Start of Given data
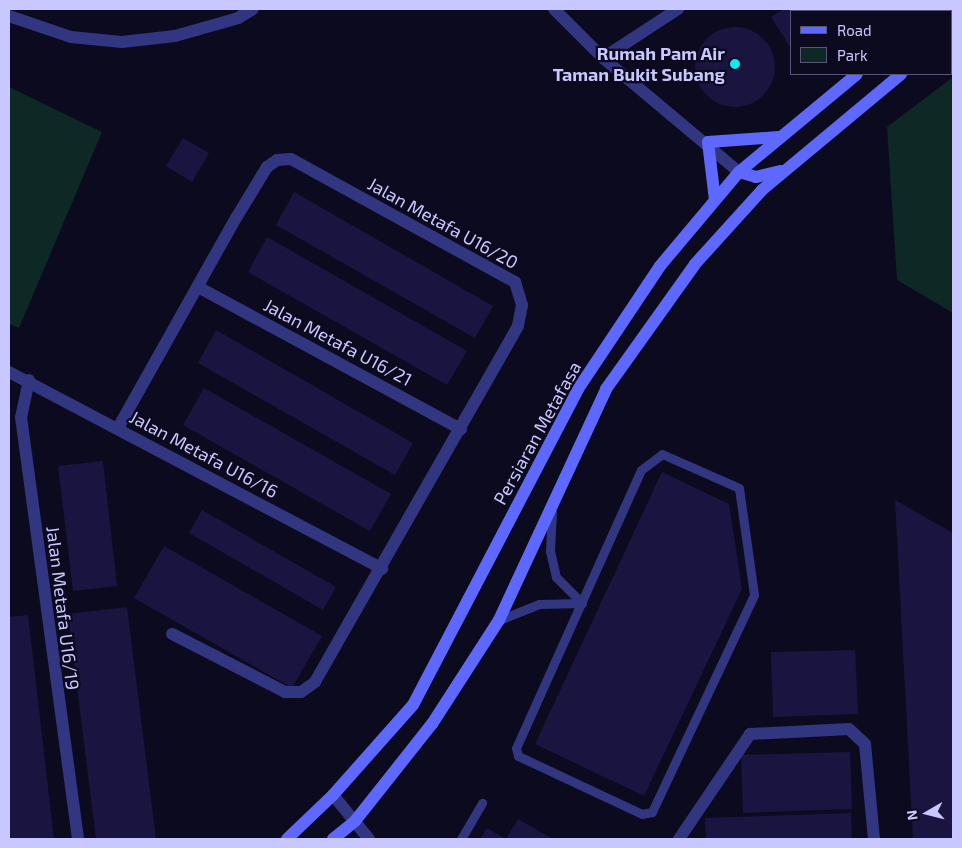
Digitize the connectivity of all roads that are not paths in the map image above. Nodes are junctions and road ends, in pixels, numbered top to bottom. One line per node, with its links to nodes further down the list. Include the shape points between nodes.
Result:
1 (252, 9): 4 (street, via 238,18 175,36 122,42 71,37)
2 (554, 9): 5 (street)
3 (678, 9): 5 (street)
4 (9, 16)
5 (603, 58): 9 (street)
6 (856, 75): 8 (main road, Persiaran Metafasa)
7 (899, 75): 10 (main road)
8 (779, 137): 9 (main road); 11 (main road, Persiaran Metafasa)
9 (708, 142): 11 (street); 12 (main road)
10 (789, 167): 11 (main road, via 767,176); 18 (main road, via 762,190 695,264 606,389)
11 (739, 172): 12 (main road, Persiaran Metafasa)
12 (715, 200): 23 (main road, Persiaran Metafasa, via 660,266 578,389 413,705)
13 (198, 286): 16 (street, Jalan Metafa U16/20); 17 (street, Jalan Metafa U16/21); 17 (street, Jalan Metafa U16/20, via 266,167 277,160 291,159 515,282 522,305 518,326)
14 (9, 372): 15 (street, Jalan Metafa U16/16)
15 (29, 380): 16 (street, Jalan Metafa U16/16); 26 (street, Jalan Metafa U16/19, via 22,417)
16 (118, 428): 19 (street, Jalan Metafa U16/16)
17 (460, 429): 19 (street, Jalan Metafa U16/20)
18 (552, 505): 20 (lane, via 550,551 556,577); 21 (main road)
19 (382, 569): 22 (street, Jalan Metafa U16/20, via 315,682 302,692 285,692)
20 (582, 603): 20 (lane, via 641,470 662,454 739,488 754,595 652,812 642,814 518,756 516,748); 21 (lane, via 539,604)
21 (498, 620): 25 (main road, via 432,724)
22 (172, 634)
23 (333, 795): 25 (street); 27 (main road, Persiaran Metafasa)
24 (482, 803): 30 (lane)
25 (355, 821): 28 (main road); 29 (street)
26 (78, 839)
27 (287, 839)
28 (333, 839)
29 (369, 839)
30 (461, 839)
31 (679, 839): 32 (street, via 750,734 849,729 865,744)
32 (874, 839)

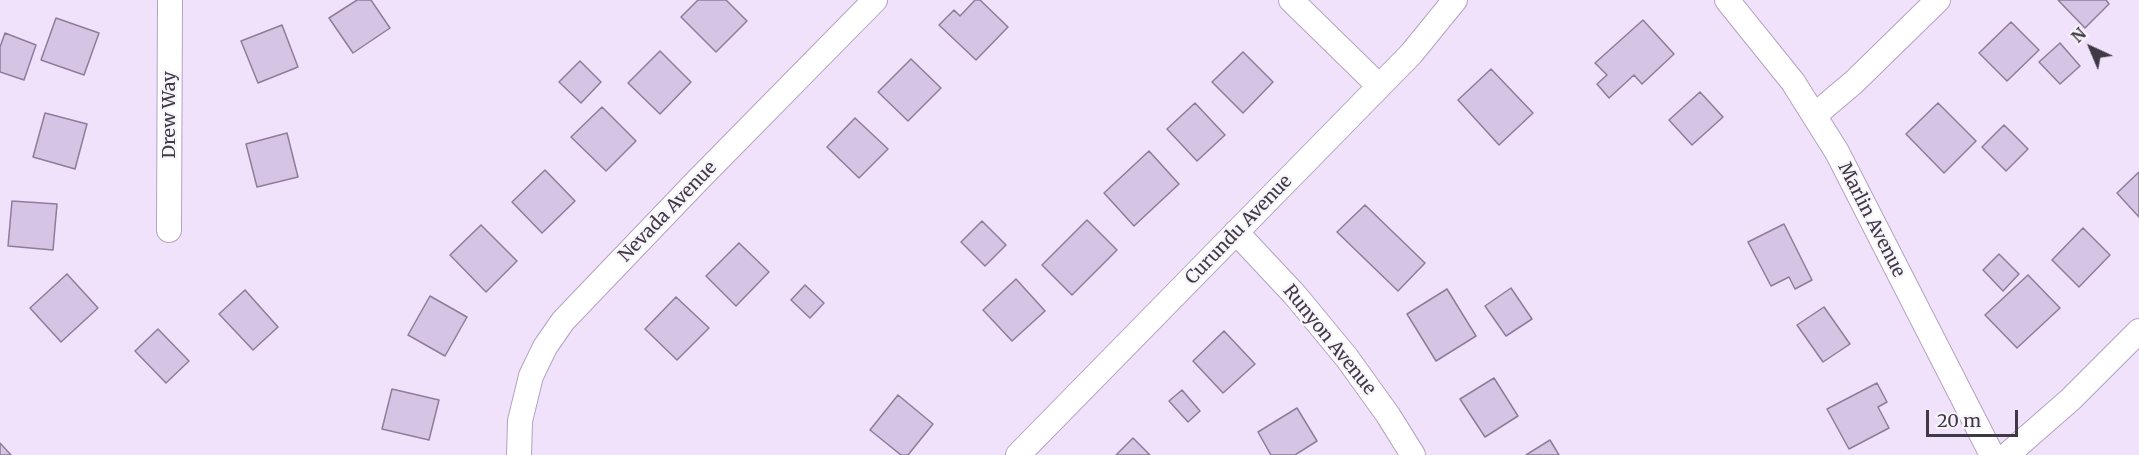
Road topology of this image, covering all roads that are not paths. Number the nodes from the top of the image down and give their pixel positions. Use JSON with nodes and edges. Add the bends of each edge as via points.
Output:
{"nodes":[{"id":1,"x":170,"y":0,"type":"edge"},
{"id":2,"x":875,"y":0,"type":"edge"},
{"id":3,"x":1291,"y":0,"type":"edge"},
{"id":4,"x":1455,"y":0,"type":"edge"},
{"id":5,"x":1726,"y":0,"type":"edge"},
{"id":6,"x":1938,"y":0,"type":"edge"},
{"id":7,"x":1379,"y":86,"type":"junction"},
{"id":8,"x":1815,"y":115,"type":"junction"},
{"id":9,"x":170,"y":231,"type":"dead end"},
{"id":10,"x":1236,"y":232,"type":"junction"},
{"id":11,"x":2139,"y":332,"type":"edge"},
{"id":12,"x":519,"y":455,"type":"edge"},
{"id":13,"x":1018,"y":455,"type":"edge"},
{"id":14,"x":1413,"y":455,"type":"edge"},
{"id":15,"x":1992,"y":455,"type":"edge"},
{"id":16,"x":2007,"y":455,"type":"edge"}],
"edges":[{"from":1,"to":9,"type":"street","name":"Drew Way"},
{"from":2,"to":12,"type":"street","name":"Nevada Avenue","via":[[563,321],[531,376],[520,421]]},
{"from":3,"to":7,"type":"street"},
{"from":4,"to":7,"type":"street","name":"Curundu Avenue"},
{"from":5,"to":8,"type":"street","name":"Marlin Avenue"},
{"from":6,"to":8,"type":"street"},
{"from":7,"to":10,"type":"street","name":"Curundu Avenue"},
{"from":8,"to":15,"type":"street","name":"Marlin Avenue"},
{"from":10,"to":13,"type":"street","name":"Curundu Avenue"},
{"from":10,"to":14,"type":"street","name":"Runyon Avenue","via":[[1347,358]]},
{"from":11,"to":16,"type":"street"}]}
End of Given data
**What you need to do**.
Images are to be excluded, and each record above written out word for word.

**Reply**.
Digitize the connectivity of all roads that are not paths in the map image above. Nodes are junctions and road ends, in pixels, numbered top to bottom. One line per node, with its links to nodes further down the list. Include the shape points between nodes.
Result:
1 (252, 9): 4 (street, via 238,18 175,36 122,42 71,37)
2 (554, 9): 5 (street)
3 (678, 9): 5 (street)
4 (9, 16)
5 (603, 58): 9 (street)
6 (856, 75): 8 (main road, Persiaran Metafasa)
7 (899, 75): 10 (main road)
8 (779, 137): 9 (main road); 11 (main road, Persiaran Metafasa)
9 (708, 142): 11 (street); 12 (main road)
10 (789, 167): 11 (main road, via 767,176); 18 (main road, via 762,190 695,264 606,389)
11 (739, 172): 12 (main road, Persiaran Metafasa)
12 (715, 200): 23 (main road, Persiaran Metafasa, via 660,266 578,389 413,705)
13 (198, 286): 16 (street, Jalan Metafa U16/20); 17 (street, Jalan Metafa U16/21); 17 (street, Jalan Metafa U16/20, via 266,167 277,160 291,159 515,282 522,305 518,326)
14 (9, 372): 15 (street, Jalan Metafa U16/16)
15 (29, 380): 16 (street, Jalan Metafa U16/16); 26 (street, Jalan Metafa U16/19, via 22,417)
16 (118, 428): 19 (street, Jalan Metafa U16/16)
17 (460, 429): 19 (street, Jalan Metafa U16/20)
18 (552, 505): 20 (lane, via 550,551 556,577); 21 (main road)
19 (382, 569): 22 (street, Jalan Metafa U16/20, via 315,682 302,692 285,692)
20 (582, 603): 20 (lane, via 641,470 662,454 739,488 754,595 652,812 642,814 518,756 516,748); 21 (lane, via 539,604)
21 (498, 620): 25 (main road, via 432,724)
22 (172, 634)
23 (333, 795): 25 (street); 27 (main road, Persiaran Metafasa)
24 (482, 803): 30 (lane)
25 (355, 821): 28 (main road); 29 (street)
26 (78, 839)
27 (287, 839)
28 (333, 839)
29 (369, 839)
30 (461, 839)
31 (679, 839): 32 (street, via 750,734 849,729 865,744)
32 (874, 839)

Road topology of this image, covering all roads that are not paths. Number the nodes from the top of the image down and give their pixel positions. Use JSON with nodes and edges. Add the bends of each edge as via points.
Output:
{"nodes":[{"id":1,"x":170,"y":0,"type":"edge"},
{"id":2,"x":875,"y":0,"type":"edge"},
{"id":3,"x":1291,"y":0,"type":"edge"},
{"id":4,"x":1455,"y":0,"type":"edge"},
{"id":5,"x":1726,"y":0,"type":"edge"},
{"id":6,"x":1938,"y":0,"type":"edge"},
{"id":7,"x":1379,"y":86,"type":"junction"},
{"id":8,"x":1815,"y":115,"type":"junction"},
{"id":9,"x":170,"y":231,"type":"dead end"},
{"id":10,"x":1236,"y":232,"type":"junction"},
{"id":11,"x":2139,"y":332,"type":"edge"},
{"id":12,"x":519,"y":455,"type":"edge"},
{"id":13,"x":1018,"y":455,"type":"edge"},
{"id":14,"x":1413,"y":455,"type":"edge"},
{"id":15,"x":1992,"y":455,"type":"edge"},
{"id":16,"x":2007,"y":455,"type":"edge"}],
"edges":[{"from":1,"to":9,"type":"street","name":"Drew Way"},
{"from":2,"to":12,"type":"street","name":"Nevada Avenue","via":[[563,321],[531,376],[520,421]]},
{"from":3,"to":7,"type":"street"},
{"from":4,"to":7,"type":"street","name":"Curundu Avenue"},
{"from":5,"to":8,"type":"street","name":"Marlin Avenue"},
{"from":6,"to":8,"type":"street"},
{"from":7,"to":10,"type":"street","name":"Curundu Avenue"},
{"from":8,"to":15,"type":"street","name":"Marlin Avenue"},
{"from":10,"to":13,"type":"street","name":"Curundu Avenue"},
{"from":10,"to":14,"type":"street","name":"Runyon Avenue","via":[[1347,358]]},
{"from":11,"to":16,"type":"street"}]}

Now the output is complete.